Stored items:
************
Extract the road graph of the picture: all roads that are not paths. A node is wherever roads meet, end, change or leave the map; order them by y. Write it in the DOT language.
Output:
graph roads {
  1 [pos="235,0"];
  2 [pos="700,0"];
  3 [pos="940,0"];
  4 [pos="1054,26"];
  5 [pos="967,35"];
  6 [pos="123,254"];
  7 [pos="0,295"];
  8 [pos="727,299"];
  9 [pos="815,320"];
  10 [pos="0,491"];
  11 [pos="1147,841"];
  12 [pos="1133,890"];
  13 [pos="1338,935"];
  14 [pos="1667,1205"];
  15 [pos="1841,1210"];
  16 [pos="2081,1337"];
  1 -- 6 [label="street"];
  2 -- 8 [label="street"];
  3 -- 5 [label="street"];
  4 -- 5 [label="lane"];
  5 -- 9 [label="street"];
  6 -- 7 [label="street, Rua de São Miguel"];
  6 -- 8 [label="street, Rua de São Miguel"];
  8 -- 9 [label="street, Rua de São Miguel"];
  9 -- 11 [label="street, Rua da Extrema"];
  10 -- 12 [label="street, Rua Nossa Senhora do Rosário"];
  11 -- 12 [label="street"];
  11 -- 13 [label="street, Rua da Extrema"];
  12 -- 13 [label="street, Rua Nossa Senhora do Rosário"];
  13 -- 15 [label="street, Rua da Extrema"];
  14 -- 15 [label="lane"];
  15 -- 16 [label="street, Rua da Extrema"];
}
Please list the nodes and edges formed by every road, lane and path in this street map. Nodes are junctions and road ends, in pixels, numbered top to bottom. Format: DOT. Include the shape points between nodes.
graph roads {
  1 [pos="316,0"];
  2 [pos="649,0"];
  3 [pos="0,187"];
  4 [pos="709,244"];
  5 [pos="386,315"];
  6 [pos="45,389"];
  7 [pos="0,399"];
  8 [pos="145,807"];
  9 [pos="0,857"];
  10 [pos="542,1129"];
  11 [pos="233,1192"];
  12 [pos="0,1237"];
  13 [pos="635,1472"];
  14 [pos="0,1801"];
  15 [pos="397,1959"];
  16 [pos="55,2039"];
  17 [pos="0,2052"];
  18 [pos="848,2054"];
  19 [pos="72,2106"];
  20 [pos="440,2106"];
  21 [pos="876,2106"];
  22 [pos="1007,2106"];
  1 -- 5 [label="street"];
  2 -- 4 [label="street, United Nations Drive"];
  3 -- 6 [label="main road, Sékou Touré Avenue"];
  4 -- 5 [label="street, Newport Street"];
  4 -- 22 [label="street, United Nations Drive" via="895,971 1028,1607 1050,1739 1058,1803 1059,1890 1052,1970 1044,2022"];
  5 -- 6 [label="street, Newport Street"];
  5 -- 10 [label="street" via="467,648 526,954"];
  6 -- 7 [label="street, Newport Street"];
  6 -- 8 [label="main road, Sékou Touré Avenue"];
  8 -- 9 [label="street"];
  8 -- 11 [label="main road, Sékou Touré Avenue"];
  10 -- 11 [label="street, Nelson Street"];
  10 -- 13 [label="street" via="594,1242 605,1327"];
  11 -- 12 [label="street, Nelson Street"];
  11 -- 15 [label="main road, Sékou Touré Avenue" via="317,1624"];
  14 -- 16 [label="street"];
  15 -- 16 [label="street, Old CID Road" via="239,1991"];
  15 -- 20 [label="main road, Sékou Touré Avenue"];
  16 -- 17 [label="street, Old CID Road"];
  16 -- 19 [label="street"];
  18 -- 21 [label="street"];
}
************
» **WHAT YOU WILL DO**
Lines in the data that hold "Drive" are to be counted, and the number alone reported.

» **RESULT OF THE TASK**
2